*What the exercise asks*.
Set every entry down again exactly, excluding any pictures.
Segment Start: Dataset content
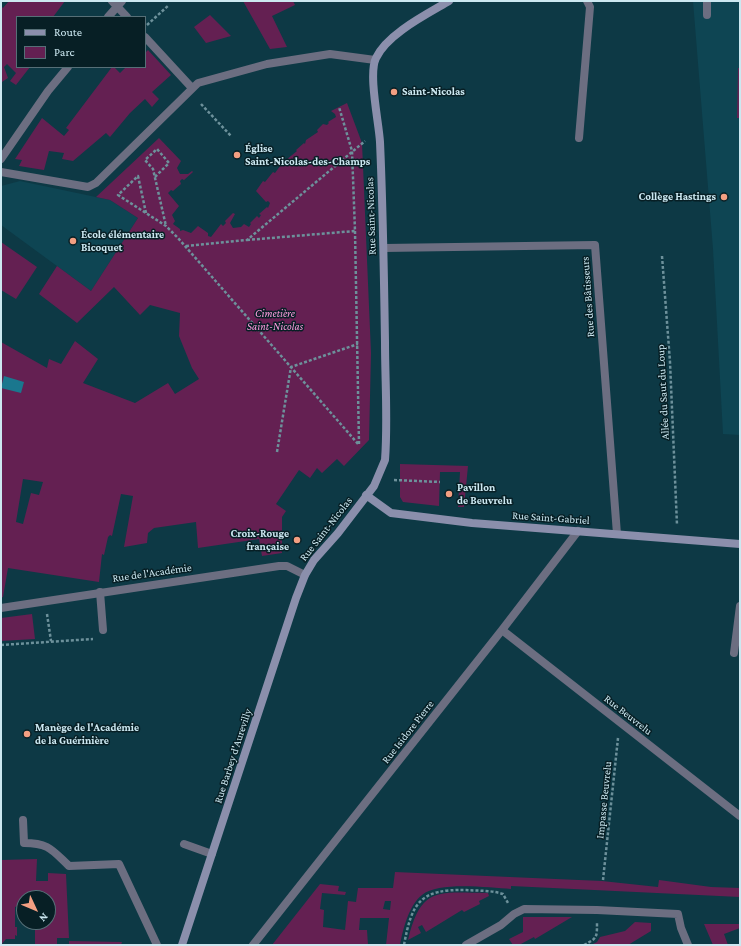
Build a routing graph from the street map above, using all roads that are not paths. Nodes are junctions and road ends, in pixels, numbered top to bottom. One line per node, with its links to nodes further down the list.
1 (449, 1): 9 (street)
2 (587, 1): 12 (street)
3 (707, 1): 5 (street)
4 (117, 3): 6 (street); 7 (street)
5 (707, 15)
6 (109, 16)
7 (126, 16)
8 (146, 38): 11 (street)
9 (375, 60): 11 (street); 15 (street, Rue Saint-Nicolas)
10 (67, 68): 13 (street)
11 (192, 88): 14 (street)
12 (579, 138)
13 (1, 159)
14 (1, 172)
15 (384, 248): 16 (street, Rue Saint-Nicolas); 18 (street, Rue des Bâtisseurs)
16 (366, 495): 17 (street, Rue Saint-Gabriel); 20 (street, Rue Saint-Nicolas)
17 (578, 531): 18 (street, Rue Saint-Gabriel); 25 (street, Rue Isidore Pierre)
18 (617, 534): 19 (street, Rue Saint-Gabriel)
19 (740, 544)
20 (305, 575): 21 (street, Rue de l'Académie); 30 (street, Rue Barbey d'Aurevilly)
21 (100, 592): 23 (street, Rue de l'Académie); 24 (street)
22 (740, 606): 26 (street)
23 (1, 608)
24 (104, 630)
25 (502, 630): 27 (street, Rue Beuvrelu); 33 (street, Rue Isidore Pierre)
26 (734, 653)
27 (740, 816)
28 (23, 820): 31 (street)
29 (184, 844): 30 (street)
30 (212, 854): 32 (street, Rue Barbey d'Aurevilly)
31 (157, 945)
32 (182, 945)
33 (253, 945)
34 (466, 945): 35 (street)
35 (688, 945)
Segment End: Dataset content
*Finished exercise*.
Build a routing graph from the street map above, using all roads that are not paths. Nodes are junctions and road ends, in pixels, numbered top to bottom. One line per node, with its links to nodes further down the list.
1 (449, 1): 9 (street)
2 (587, 1): 12 (street)
3 (707, 1): 5 (street)
4 (117, 3): 6 (street); 7 (street)
5 (707, 15)
6 (109, 16)
7 (126, 16)
8 (146, 38): 11 (street)
9 (375, 60): 11 (street); 15 (street, Rue Saint-Nicolas)
10 (67, 68): 13 (street)
11 (192, 88): 14 (street)
12 (579, 138)
13 (1, 159)
14 (1, 172)
15 (384, 248): 16 (street, Rue Saint-Nicolas); 18 (street, Rue des Bâtisseurs)
16 (366, 495): 17 (street, Rue Saint-Gabriel); 20 (street, Rue Saint-Nicolas)
17 (578, 531): 18 (street, Rue Saint-Gabriel); 25 (street, Rue Isidore Pierre)
18 (617, 534): 19 (street, Rue Saint-Gabriel)
19 (740, 544)
20 (305, 575): 21 (street, Rue de l'Académie); 30 (street, Rue Barbey d'Aurevilly)
21 (100, 592): 23 (street, Rue de l'Académie); 24 (street)
22 (740, 606): 26 (street)
23 (1, 608)
24 (104, 630)
25 (502, 630): 27 (street, Rue Beuvrelu); 33 (street, Rue Isidore Pierre)
26 (734, 653)
27 (740, 816)
28 (23, 820): 31 (street)
29 (184, 844): 30 (street)
30 (212, 854): 32 (street, Rue Barbey d'Aurevilly)
31 (157, 945)
32 (182, 945)
33 (253, 945)
34 (466, 945): 35 (street)
35 (688, 945)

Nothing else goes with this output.